- Assignment: Please state how many lines of the data below contain the word "where", offering nothing besides the number.

◆ ◆ ◆ ◆ ◆ ◆ ◆

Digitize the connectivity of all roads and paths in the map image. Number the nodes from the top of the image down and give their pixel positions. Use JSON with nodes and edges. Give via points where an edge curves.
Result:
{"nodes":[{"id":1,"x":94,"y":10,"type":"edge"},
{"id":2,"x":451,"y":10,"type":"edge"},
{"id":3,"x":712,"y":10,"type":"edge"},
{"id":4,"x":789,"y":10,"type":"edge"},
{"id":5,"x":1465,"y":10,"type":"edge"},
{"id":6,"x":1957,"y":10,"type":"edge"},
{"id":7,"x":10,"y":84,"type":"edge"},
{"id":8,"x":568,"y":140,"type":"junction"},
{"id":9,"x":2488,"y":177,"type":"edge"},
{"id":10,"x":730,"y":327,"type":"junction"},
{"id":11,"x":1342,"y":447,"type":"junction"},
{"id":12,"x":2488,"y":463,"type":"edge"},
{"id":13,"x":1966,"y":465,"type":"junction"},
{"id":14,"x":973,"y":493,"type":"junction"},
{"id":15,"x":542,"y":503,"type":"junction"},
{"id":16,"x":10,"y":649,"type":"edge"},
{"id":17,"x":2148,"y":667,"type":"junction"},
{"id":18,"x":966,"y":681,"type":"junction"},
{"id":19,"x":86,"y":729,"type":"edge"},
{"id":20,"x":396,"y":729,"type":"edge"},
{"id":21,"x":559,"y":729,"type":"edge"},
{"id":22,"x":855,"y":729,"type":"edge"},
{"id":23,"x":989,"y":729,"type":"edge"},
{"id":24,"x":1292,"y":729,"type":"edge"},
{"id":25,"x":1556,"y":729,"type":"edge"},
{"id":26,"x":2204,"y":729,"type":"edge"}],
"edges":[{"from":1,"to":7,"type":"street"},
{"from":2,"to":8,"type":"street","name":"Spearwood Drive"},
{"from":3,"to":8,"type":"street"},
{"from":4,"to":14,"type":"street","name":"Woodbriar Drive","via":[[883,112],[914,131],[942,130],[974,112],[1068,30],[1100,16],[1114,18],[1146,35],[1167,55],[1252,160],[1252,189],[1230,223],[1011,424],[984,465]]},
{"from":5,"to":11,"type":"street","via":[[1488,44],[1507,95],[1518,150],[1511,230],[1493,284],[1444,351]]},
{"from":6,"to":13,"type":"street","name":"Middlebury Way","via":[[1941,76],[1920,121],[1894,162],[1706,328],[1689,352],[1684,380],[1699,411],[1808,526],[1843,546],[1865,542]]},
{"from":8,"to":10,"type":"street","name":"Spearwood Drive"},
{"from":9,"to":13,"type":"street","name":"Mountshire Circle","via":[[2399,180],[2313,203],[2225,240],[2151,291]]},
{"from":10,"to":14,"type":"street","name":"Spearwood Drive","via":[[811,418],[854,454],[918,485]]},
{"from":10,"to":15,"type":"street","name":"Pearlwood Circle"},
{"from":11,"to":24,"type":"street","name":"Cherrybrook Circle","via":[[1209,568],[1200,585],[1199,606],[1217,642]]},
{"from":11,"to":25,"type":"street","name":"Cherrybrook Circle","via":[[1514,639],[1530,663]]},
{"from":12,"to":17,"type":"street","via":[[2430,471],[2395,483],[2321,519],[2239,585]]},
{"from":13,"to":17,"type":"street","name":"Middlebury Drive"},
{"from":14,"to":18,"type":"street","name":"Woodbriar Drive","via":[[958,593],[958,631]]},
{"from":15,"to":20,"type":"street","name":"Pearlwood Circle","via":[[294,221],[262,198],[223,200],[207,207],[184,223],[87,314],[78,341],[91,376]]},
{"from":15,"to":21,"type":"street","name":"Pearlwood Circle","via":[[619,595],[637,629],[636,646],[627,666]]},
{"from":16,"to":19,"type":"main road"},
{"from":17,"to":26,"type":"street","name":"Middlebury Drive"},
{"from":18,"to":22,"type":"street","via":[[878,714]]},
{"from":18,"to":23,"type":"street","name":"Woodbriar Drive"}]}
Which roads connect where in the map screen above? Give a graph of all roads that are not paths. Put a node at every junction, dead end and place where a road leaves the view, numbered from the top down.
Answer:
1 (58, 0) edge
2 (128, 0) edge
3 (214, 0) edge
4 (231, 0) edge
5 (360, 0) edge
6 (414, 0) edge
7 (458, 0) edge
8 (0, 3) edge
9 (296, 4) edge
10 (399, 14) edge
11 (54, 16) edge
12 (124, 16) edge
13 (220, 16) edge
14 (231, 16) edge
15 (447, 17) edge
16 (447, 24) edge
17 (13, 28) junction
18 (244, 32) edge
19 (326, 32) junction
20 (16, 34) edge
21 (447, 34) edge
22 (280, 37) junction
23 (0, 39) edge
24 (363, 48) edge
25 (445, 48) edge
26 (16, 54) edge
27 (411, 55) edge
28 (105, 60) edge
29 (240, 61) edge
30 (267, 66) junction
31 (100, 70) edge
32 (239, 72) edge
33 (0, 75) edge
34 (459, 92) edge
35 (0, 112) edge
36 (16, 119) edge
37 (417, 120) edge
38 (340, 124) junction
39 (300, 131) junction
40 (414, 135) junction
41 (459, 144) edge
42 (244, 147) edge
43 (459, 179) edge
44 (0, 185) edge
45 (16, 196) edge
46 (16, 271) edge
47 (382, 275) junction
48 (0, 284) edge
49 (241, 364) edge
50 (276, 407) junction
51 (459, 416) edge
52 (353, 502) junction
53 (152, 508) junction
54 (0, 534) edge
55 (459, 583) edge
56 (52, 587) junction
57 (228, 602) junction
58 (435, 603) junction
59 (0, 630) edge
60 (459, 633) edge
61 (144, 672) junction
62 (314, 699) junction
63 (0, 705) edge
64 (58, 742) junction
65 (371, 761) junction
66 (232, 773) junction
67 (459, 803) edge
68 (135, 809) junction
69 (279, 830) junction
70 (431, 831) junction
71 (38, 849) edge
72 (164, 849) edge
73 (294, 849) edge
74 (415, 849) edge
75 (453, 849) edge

◆ ◆ ◆ ◆ ◆ ◆ ◆

- Solution: 2